ASSASSINATO DAI SICARI DI GHEDDAFI IL GIORNALISTA “MO”, PRIMA VOCE DELLA LIBIA LIBERA
CREATORE DI “AL HURRA TV”, DENUNCIAVA LE INFAMIE DI GHEDDAFI AI DANNI DEL POPOLO LIBICO….”NON HO PAURA DI MORIRE, HO SOLO PAURA DI PERDERE QUESTA BATTAGLIA PER LA LIBERTA”…ERA IL VOLTO DELLA RIVOLUZIONE CONTRO IL REGIME, ORA LA MOGLIE LANCIA UN APPELLO: “QUELLO CHE ABBIAMO COMINCIATO NON DEVE FINIRE, COSTI QUEL CHE COSTI: FATE IN MODO CHE LUI NON SIA MORTO INUTILMENTE”
Nell’ultima trasmissione sulla sua Web-tv, aveva mostrato le macchie di sangue sui cuscini di due bambini di 4 e 5 anni, uccisi a Bengasi da un missile delle forze libiche leali a Gheddafi.
«Che cosa sarebbe successo se fosse stata casa nostra, se fosse stata la nostra stanza da letto?», si era chiesto in diretta stream Mohammad Nabbous, creatore di Al Hurra tv e volto principe del “giornalismo partecipativo” libico con il nomignolo di “Mo”.
Ci teneva a fornire le prove di quello che stava succedendo, voleva sottolineare che il cessate il fuoco proclamato dal regime di Tripoli era in realtà una finzione: «Voglio che i media vedano quello che sta accadendo qui».
E lo ha fatto fino all’ultimo, anche con una trasmissione telefonica interrotta all’improvviso.
Sembrava un guasto al telefono.
Ma la moglie Perdita, incinta, lo ha trovato morto, ucciso da killer legati al regime del colonnello, cecchini che lo hanno fulminato con un proiettile in testa.
«Voglio far sapere a tutti voi che Mohammed è morto per questa causa e speriamo che la Libia un giorno sia libera», ha detto sulla stessa web tv la moglie in lacrime: «Non fermiamoci, finchè non è finito tutto.

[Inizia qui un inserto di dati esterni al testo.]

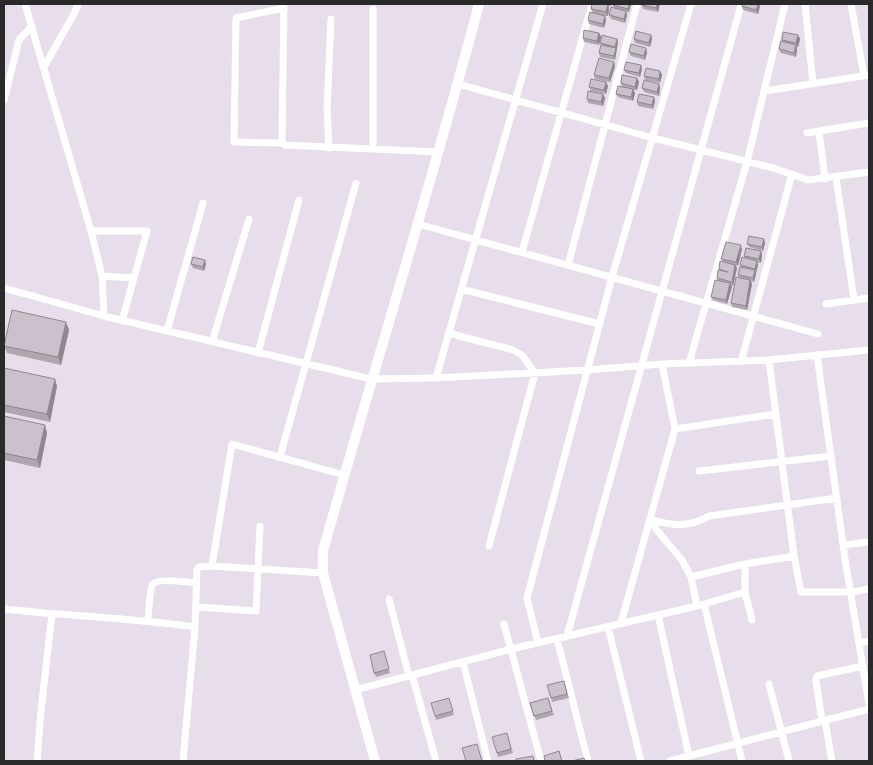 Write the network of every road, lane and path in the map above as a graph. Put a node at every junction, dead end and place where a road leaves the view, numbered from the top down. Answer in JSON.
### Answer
{"nodes":[{"id":1,"x":25,"y":4,"type":"edge"},
{"id":2,"x":78,"y":4,"type":"edge"},
{"id":3,"x":479,"y":4,"type":"edge"},
{"id":4,"x":543,"y":4,"type":"edge"},
{"id":5,"x":592,"y":4,"type":"edge"},
{"id":6,"x":637,"y":4,"type":"edge"},
{"id":7,"x":691,"y":4,"type":"edge"},
{"id":8,"x":785,"y":4,"type":"edge"},
{"id":9,"x":806,"y":4,"type":"edge"},
{"id":10,"x":851,"y":4,"type":"edge"},
{"id":11,"x":284,"y":6,"type":"edge"},
{"id":12,"x":741,"y":6,"type":"edge"},
{"id":13,"x":373,"y":9,"type":"dead end"},
{"id":14,"x":331,"y":19,"type":"dead end"},
{"id":15,"x":32,"y":26,"type":"junction"},
{"id":16,"x":44,"y":67,"type":"junction"},
{"id":17,"x":867,"y":76,"type":"edge"},
{"id":18,"x":813,"y":83,"type":"junction"},
{"id":19,"x":458,"y":84,"type":"junction"},
{"id":20,"x":765,"y":91,"type":"junction"},
{"id":21,"x":4,"y":100,"type":"edge"},
{"id":22,"x":515,"y":100,"type":"junction"},
{"id":23,"x":561,"y":113,"type":"junction"},
{"id":24,"x":869,"y":123,"type":"edge"},
{"id":25,"x":605,"y":125,"type":"junction"},
{"id":26,"x":819,"y":131,"type":"junction"},
{"id":27,"x":807,"y":133,"type":"dead end"},
{"id":28,"x":653,"y":138,"type":"junction"},
{"id":29,"x":283,"y":143,"type":"junction"},
{"id":30,"x":329,"y":148,"type":"junction"},
{"id":31,"x":373,"y":150,"type":"junction"},
{"id":32,"x":700,"y":150,"type":"junction"},
{"id":33,"x":438,"y":152,"type":"junction"},
{"id":34,"x":747,"y":162,"type":"junction"},
{"id":35,"x":869,"y":172,"type":"edge"},
{"id":36,"x":792,"y":174,"type":"junction"},
{"id":37,"x":836,"y":177,"type":"junction"},
{"id":38,"x":825,"y":179,"type":"junction"},
{"id":39,"x":356,"y":183,"type":"dead end"},
{"id":40,"x":299,"y":200,"type":"dead end"},
{"id":41,"x":203,"y":203,"type":"dead end"},
{"id":42,"x":249,"y":220,"type":"dead end"},
{"id":43,"x":418,"y":224,"type":"junction"},
{"id":44,"x":91,"y":231,"type":"junction"},
{"id":45,"x":474,"y":240,"type":"junction"},
{"id":46,"x":522,"y":252,"type":"junction"},
{"id":47,"x":568,"y":265,"type":"junction"},
{"id":48,"x":102,"y":276,"type":"junction"},
{"id":49,"x":612,"y":277,"type":"junction"},
{"id":50,"x":134,"y":278,"type":"junction"},
{"id":51,"x":4,"y":288,"type":"edge"},
{"id":52,"x":461,"y":289,"type":"junction"},
{"id":53,"x":661,"y":290,"type":"junction"},
{"id":54,"x":869,"y":298,"type":"edge"},
{"id":55,"x":854,"y":300,"type":"junction"},
{"id":56,"x":707,"y":303,"type":"junction"},
{"id":57,"x":826,"y":304,"type":"dead end"},
{"id":58,"x":104,"y":316,"type":"junction"},
{"id":59,"x":754,"y":317,"type":"junction"},
{"id":60,"x":122,"y":321,"type":"junction"},
{"id":61,"x":599,"y":324,"type":"junction"},
{"id":62,"x":167,"y":331,"type":"junction"},
{"id":63,"x":448,"y":333,"type":"junction"},
{"id":64,"x":818,"y":334,"type":"dead end"},
{"id":65,"x":212,"y":342,"type":"junction"},
{"id":66,"x":869,"y":350,"type":"edge"},
{"id":67,"x":258,"y":353,"type":"junction"},
{"id":68,"x":818,"y":355,"type":"junction"},
{"id":69,"x":769,"y":360,"type":"junction"},
{"id":70,"x":741,"y":362,"type":"junction"},
{"id":71,"x":689,"y":363,"type":"junction"},
{"id":72,"x":306,"y":364,"type":"junction"},
{"id":73,"x":662,"y":364,"type":"junction"},
{"id":74,"x":642,"y":366,"type":"junction"},
{"id":75,"x":586,"y":370,"type":"junction"},
{"id":76,"x":535,"y":372,"type":"junction"},
{"id":77,"x":436,"y":378,"type":"junction"},
{"id":78,"x":371,"y":379,"type":"junction"},
{"id":79,"x":776,"y":414,"type":"junction"},
{"id":80,"x":675,"y":429,"type":"junction"},
{"id":81,"x":831,"y":456,"type":"junction"},
{"id":82,"x":280,"y":457,"type":"junction"},
{"id":83,"x":782,"y":462,"type":"junction"},
{"id":84,"x":699,"y":471,"type":"dead end"},
{"id":85,"x":344,"y":475,"type":"junction"},
{"id":86,"x":837,"y":498,"type":"junction"},
{"id":87,"x":787,"y":504,"type":"junction"},
{"id":88,"x":653,"y":520,"type":"junction"},
{"id":89,"x":260,"y":526,"type":"dead end"},
{"id":90,"x":869,"y":542,"type":"edge"},
{"id":91,"x":844,"y":545,"type":"junction"},
{"id":92,"x":490,"y":546,"type":"dead end"},
{"id":93,"x":794,"y":556,"type":"junction"},
{"id":94,"x":746,"y":564,"type":"junction"},
{"id":95,"x":212,"y":566,"type":"junction"},
{"id":96,"x":258,"y":570,"type":"junction"},
{"id":97,"x":323,"y":573,"type":"junction"},
{"id":98,"x":691,"y":577,"type":"junction"},
{"id":99,"x":196,"y":583,"type":"junction"},
{"id":100,"x":869,"y":589,"type":"edge"},
{"id":101,"x":745,"y":592,"type":"junction"},
{"id":102,"x":851,"y":592,"type":"junction"},
{"id":103,"x":389,"y":599,"type":"dead end"},
{"id":104,"x":700,"y":605,"type":"junction"},
{"id":105,"x":196,"y":607,"type":"junction"},
{"id":106,"x":4,"y":609,"type":"edge"},
{"id":107,"x":52,"y":614,"type":"junction"},
{"id":108,"x":658,"y":615,"type":"junction"},
{"id":109,"x":148,"y":620,"type":"junction"},
{"id":110,"x":752,"y":620,"type":"dead end"},
{"id":111,"x":504,"y":624,"type":"dead end"},
{"id":112,"x":621,"y":624,"type":"junction"},
{"id":113,"x":195,"y":627,"type":"junction"},
{"id":114,"x":608,"y":627,"type":"junction"},
{"id":115,"x":567,"y":636,"type":"junction"},
{"id":116,"x":557,"y":639,"type":"junction"},
{"id":117,"x":869,"y":642,"type":"edge"},
{"id":118,"x":538,"y":643,"type":"junction"},
{"id":119,"x":859,"y":643,"type":"junction"},
{"id":120,"x":511,"y":649,"type":"junction"},
{"id":121,"x":462,"y":662,"type":"junction"},
{"id":122,"x":863,"y":666,"type":"junction"},
{"id":123,"x":411,"y":675,"type":"junction"},
{"id":124,"x":769,"y":684,"type":"dead end"},
{"id":125,"x":354,"y":690,"type":"junction"},
{"id":126,"x":868,"y":692,"type":"edge"},
{"id":127,"x":869,"y":704,"type":"edge"},
{"id":128,"x":869,"y":709,"type":"edge"},
{"id":129,"x":824,"y":721,"type":"junction"},
{"id":130,"x":781,"y":732,"type":"junction"},
{"id":131,"x":738,"y":744,"type":"junction"},
{"id":132,"x":686,"y":758,"type":"edge"},
{"id":133,"x":37,"y":761,"type":"edge"},
{"id":134,"x":183,"y":761,"type":"edge"},
{"id":135,"x":374,"y":761,"type":"edge"},
{"id":136,"x":436,"y":761,"type":"edge"},
{"id":137,"x":488,"y":761,"type":"edge"},
{"id":138,"x":540,"y":761,"type":"edge"},
{"id":139,"x":588,"y":761,"type":"edge"},
{"id":140,"x":641,"y":761,"type":"edge"},
{"id":141,"x":670,"y":761,"type":"edge"},
{"id":142,"x":742,"y":761,"type":"edge"},
{"id":143,"x":790,"y":761,"type":"edge"},
{"id":144,"x":832,"y":761,"type":"edge"}],
"edges":[{"from":1,"to":15,"type":"street"},
{"from":2,"to":16,"type":"street"},
{"from":3,"to":19,"type":"main road"},
{"from":4,"to":22,"type":"street"},
{"from":5,"to":23,"type":"street"},
{"from":6,"to":25,"type":"street"},
{"from":7,"to":28,"type":"street"},
{"from":8,"to":20,"type":"street"},
{"from":9,"to":18,"type":"street"},
{"from":10,"to":17,"type":"street"},
{"from":11,"to":29,"type":"street"},
{"from":11,"to":29,"type":"street"},
{"from":12,"to":32,"type":"street"},
{"from":13,"to":31,"type":"street"},
{"from":14,"to":30,"type":"street"},
{"from":15,"to":16,"type":"street"},
{"from":15,"to":21,"type":"street"},
{"from":16,"to":44,"type":"street"},
{"from":17,"to":18,"type":"street"},
{"from":18,"to":20,"type":"street"},
{"from":19,"to":22,"type":"street"},
{"from":19,"to":33,"type":"main road"},
{"from":20,"to":34,"type":"street"},
{"from":22,"to":23,"type":"street"},
{"from":22,"to":45,"type":"street"},
{"from":23,"to":25,"type":"street"},
{"from":23,"to":46,"type":"street"},
{"from":24,"to":26,"type":"street"},
{"from":25,"to":28,"type":"street"},
{"from":25,"to":47,"type":"street"},
{"from":26,"to":27,"type":"street"},
{"from":26,"to":38,"type":"street"},
{"from":28,"to":32,"type":"street"},
{"from":28,"to":49,"type":"street"},
{"from":29,"to":30,"type":"street"},
{"from":30,"to":31,"type":"street"},
{"from":31,"to":33,"type":"street"},
{"from":32,"to":34,"type":"street"},
{"from":32,"to":53,"type":"street"},
{"from":33,"to":43,"type":"main road"},
{"from":34,"to":36,"type":"street"},
{"from":34,"to":56,"type":"street"},
{"from":35,"to":37,"type":"street"},
{"from":36,"to":38,"type":"street"},
{"from":36,"to":59,"type":"street"},
{"from":37,"to":38,"type":"street"},
{"from":37,"to":55,"type":"street"},
{"from":39,"to":72,"type":"street"},
{"from":40,"to":67,"type":"street"},
{"from":41,"to":62,"type":"street"},
{"from":42,"to":65,"type":"street"},
{"from":43,"to":45,"type":"street"},
{"from":43,"to":78,"type":"main road"},
{"from":44,"to":48,"type":"street"},
{"from":44,"to":50,"type":"street"},
{"from":45,"to":46,"type":"street"},
{"from":45,"to":52,"type":"street"},
{"from":46,"to":47,"type":"street"},
{"from":47,"to":49,"type":"street"},
{"from":48,"to":50,"type":"street"},
{"from":48,"to":58,"type":"street"},
{"from":49,"to":53,"type":"street"},
{"from":49,"to":61,"type":"street"},
{"from":50,"to":60,"type":"street"},
{"from":51,"to":58,"type":"street"},
{"from":52,"to":61,"type":"street"},
{"from":52,"to":63,"type":"street"},
{"from":53,"to":56,"type":"street"},
{"from":53,"to":74,"type":"street"},
{"from":54,"to":55,"type":"street"},
{"from":55,"to":57,"type":"street"},
{"from":56,"to":59,"type":"street"},
{"from":56,"to":71,"type":"street"},
{"from":58,"to":60,"type":"street"},
{"from":59,"to":64,"type":"street"},
{"from":59,"to":70,"type":"street"},
{"from":60,"to":62,"type":"street"},
{"from":61,"to":75,"type":"street"},
{"from":62,"to":65,"type":"street"},
{"from":63,"to":76,"type":"street"},
{"from":63,"to":77,"type":"street"},
{"from":65,"to":67,"type":"street"},
{"from":66,"to":68,"type":"street"},
{"from":67,"to":72,"type":"street"},
{"from":68,"to":69,"type":"street"},
{"from":68,"to":81,"type":"street"},
{"from":69,"to":70,"type":"street"},
{"from":69,"to":79,"type":"street"},
{"from":70,"to":71,"type":"street"},
{"from":71,"to":73,"type":"street"},
{"from":72,"to":78,"type":"street"},
{"from":72,"to":82,"type":"street"},
{"from":73,"to":74,"type":"street"},
{"from":73,"to":80,"type":"street"},
{"from":74,"to":75,"type":"street"},
{"from":74,"to":115,"type":"street"},
{"from":75,"to":76,"type":"street"},
{"from":75,"to":118,"type":"street"},
{"from":76,"to":77,"type":"street"},
{"from":76,"to":92,"type":"street"},
{"from":77,"to":78,"type":"street"},
{"from":78,"to":85,"type":"main road"},
{"from":79,"to":80,"type":"street"},
{"from":79,"to":83,"type":"street"},
{"from":80,"to":88,"type":"street"},
{"from":81,"to":83,"type":"street"},
{"from":81,"to":86,"type":"street"},
{"from":82,"to":85,"type":"street"},
{"from":82,"to":95,"type":"street"},
{"from":83,"to":84,"type":"street"},
{"from":83,"to":87,"type":"street"},
{"from":85,"to":97,"type":"main road"},
{"from":86,"to":87,"type":"street"},
{"from":86,"to":91,"type":"street"},
{"from":87,"to":88,"type":"street"},
{"from":87,"to":93,"type":"street"},
{"from":88,"to":98,"type":"street"},
{"from":88,"to":112,"type":"street"},
{"from":89,"to":96,"type":"street"},
{"from":90,"to":91,"type":"street"},
{"from":91,"to":102,"type":"street"},
{"from":93,"to":94,"type":"street"},
{"from":93,"to":102,"type":"street"},
{"from":94,"to":98,"type":"street"},
{"from":94,"to":101,"type":"street"},
{"from":95,"to":96,"type":"street"},
{"from":95,"to":99,"type":"street"},
{"from":96,"to":97,"type":"street"},
{"from":96,"to":105,"type":"street"},
{"from":97,"to":125,"type":"main road"},
{"from":98,"to":104,"type":"street"},
{"from":99,"to":105,"type":"street"},
{"from":99,"to":109,"type":"street"},
{"from":100,"to":102,"type":"street"},
{"from":101,"to":104,"type":"street"},
{"from":101,"to":110,"type":"street"},
{"from":102,"to":119,"type":"street"},
{"from":103,"to":123,"type":"street"},
{"from":104,"to":108,"type":"street"},
{"from":104,"to":131,"type":"street"},
{"from":105,"to":113,"type":"street"},
{"from":106,"to":107,"type":"street"},
{"from":107,"to":109,"type":"street"},
{"from":107,"to":133,"type":"street"},
{"from":108,"to":112,"type":"street"},
{"from":108,"to":132,"type":"street"},
{"from":109,"to":113,"type":"street"},
{"from":111,"to":120,"type":"street"},
{"from":112,"to":114,"type":"street"},
{"from":113,"to":134,"type":"street"},
{"from":114,"to":115,"type":"street"},
{"from":114,"to":140,"type":"street"},
{"from":115,"to":116,"type":"street"},
{"from":116,"to":118,"type":"street"},
{"from":116,"to":139,"type":"street"},
{"from":117,"to":119,"type":"street"},
{"from":118,"to":120,"type":"street"},
{"from":119,"to":122,"type":"street"},
{"from":120,"to":121,"type":"street"},
{"from":120,"to":138,"type":"street"},
{"from":121,"to":123,"type":"street"},
{"from":121,"to":137,"type":"street"},
{"from":122,"to":126,"type":"street"},
{"from":122,"to":129,"type":"street"},
{"from":123,"to":125,"type":"street"},
{"from":123,"to":136,"type":"street"},
{"from":124,"to":130,"type":"street"},
{"from":125,"to":135,"type":"main road"},
{"from":126,"to":127,"type":"street"},
{"from":128,"to":129,"type":"street"},
{"from":129,"to":130,"type":"street"},
{"from":129,"to":144,"type":"street"},
{"from":130,"to":131,"type":"street"},
{"from":130,"to":143,"type":"street"},
{"from":131,"to":132,"type":"street"},
{"from":131,"to":142,"type":"street"},
{"from":132,"to":141,"type":"street"}]}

Quello che abbiamo cominciato non deve finire, costi quel che costi. Ognuno faccia tutto il possibile per questa causa. Vi prego, gente, fate in modo che Mohammed non sia morto inutilmente».
Faccia scavata e sorridente, Nabbous amava sghignazzare sulla “Guida della rivoluzione” che «appare sempre sotto l’effetto di droghe allucinogene» e non aveva paura di sfidare il regime. «Non ho paura di morire, ho paura di perdere questa battaglia», diceva.
Era diventato quasi il volto della rivoluzione contro il regime di Gheddafi, uno dei primi a essere intervistato dopo la liberazione di Bengasi.
Per il popolo della Rete, “Mo” era «l’uomo che è stato in piedi notte e giorno per cercare di far conoscere al mondo cosa sta succedendo in Libia».